Marxist-Leninist student-mass organization in Bangladesh

Revolutionary Student Unity (RSU) (বিপ্লবী ছাত্র মৈত্রী), is a progressive left-wing students' organization in Bangladesh. Ideologically Marxist-Leninist. It was founded through the unification of National Students Movement (জাতীয় ছাত্র আন্দোলন), East Bengal Students Union (পূর্ব বাংলা ছাত্র ইউনিয়ন) and two centers of National Students Group (জাতীয় ছাত্রদল) in the historic Bottola premises at the University of Dhaka.
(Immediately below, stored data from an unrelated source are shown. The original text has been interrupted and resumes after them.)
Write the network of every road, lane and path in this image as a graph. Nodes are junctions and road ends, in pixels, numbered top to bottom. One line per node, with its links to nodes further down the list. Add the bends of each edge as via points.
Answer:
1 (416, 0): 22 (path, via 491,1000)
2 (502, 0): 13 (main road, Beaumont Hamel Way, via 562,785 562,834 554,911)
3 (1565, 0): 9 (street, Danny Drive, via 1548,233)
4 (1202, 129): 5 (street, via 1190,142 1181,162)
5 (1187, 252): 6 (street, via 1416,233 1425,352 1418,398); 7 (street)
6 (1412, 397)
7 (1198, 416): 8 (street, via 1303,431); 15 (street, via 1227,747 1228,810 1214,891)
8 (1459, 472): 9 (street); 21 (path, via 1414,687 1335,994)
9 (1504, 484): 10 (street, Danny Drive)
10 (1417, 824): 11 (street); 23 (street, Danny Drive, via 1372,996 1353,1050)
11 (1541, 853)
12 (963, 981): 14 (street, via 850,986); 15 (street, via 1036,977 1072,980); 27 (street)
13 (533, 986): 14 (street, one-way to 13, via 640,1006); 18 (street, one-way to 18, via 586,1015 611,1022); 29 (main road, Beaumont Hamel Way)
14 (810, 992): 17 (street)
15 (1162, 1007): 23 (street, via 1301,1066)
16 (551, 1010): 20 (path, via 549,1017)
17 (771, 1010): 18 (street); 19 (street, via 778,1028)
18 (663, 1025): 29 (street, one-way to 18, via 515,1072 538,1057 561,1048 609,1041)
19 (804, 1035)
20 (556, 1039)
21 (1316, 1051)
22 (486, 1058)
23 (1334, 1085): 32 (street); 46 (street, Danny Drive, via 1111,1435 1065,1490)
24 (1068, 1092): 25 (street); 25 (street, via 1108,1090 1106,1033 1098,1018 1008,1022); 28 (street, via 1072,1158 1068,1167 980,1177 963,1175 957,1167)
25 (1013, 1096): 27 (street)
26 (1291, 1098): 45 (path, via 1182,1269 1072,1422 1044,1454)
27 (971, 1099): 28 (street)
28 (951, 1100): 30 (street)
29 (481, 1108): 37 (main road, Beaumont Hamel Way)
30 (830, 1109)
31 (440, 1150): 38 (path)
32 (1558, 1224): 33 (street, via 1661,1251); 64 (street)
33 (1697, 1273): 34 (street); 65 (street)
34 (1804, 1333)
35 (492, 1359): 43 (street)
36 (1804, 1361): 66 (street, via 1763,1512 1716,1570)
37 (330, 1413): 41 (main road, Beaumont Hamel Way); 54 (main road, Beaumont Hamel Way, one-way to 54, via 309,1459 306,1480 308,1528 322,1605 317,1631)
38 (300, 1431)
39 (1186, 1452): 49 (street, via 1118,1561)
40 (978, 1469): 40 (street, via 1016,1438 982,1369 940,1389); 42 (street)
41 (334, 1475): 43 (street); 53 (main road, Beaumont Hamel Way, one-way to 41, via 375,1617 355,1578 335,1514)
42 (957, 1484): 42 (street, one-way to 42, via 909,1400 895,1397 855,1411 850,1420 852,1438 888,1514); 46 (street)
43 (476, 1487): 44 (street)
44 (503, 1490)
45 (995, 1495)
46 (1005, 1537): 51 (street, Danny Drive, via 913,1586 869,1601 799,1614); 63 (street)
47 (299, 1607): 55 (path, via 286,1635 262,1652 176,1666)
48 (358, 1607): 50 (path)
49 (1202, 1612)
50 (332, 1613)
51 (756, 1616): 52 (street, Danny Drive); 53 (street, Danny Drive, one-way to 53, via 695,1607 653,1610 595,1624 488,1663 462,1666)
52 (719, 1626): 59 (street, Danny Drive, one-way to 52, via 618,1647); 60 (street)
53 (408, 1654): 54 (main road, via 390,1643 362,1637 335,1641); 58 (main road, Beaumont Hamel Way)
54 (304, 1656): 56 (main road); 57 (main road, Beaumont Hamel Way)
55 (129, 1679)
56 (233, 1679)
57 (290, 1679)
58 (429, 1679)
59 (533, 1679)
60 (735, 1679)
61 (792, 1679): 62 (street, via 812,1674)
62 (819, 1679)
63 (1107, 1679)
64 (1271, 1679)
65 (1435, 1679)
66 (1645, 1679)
The highest body within RSU is the Central Council, which convenes every two years. Since the 16th National Council of Revolutionary Student Unity, which was held on 30-31 May 2024, Dilip Ray has been serving as President, Jabir Ahmed Jubel as General Secretary, Shakil Hossain as Organizing Secretary and Shahriar Khandakar Alif as Deputy General Secretary. The current central committee consists of 17 members.

Raising the banner of unity against the breakdown of parties and organizations in the left-wing politics of Bangladesh has been one of the goals of Revolutionary Student Unity since its inception. The organization has set its goal to establish a one-way science based democratic education system in Bangladesh. It had a significant role during most of the recent progressive movements, notably in the 1990 mass uprising against the military rule of Hussein Muhammad Ershad and the anti-Razakar 2013 Shahbag protests.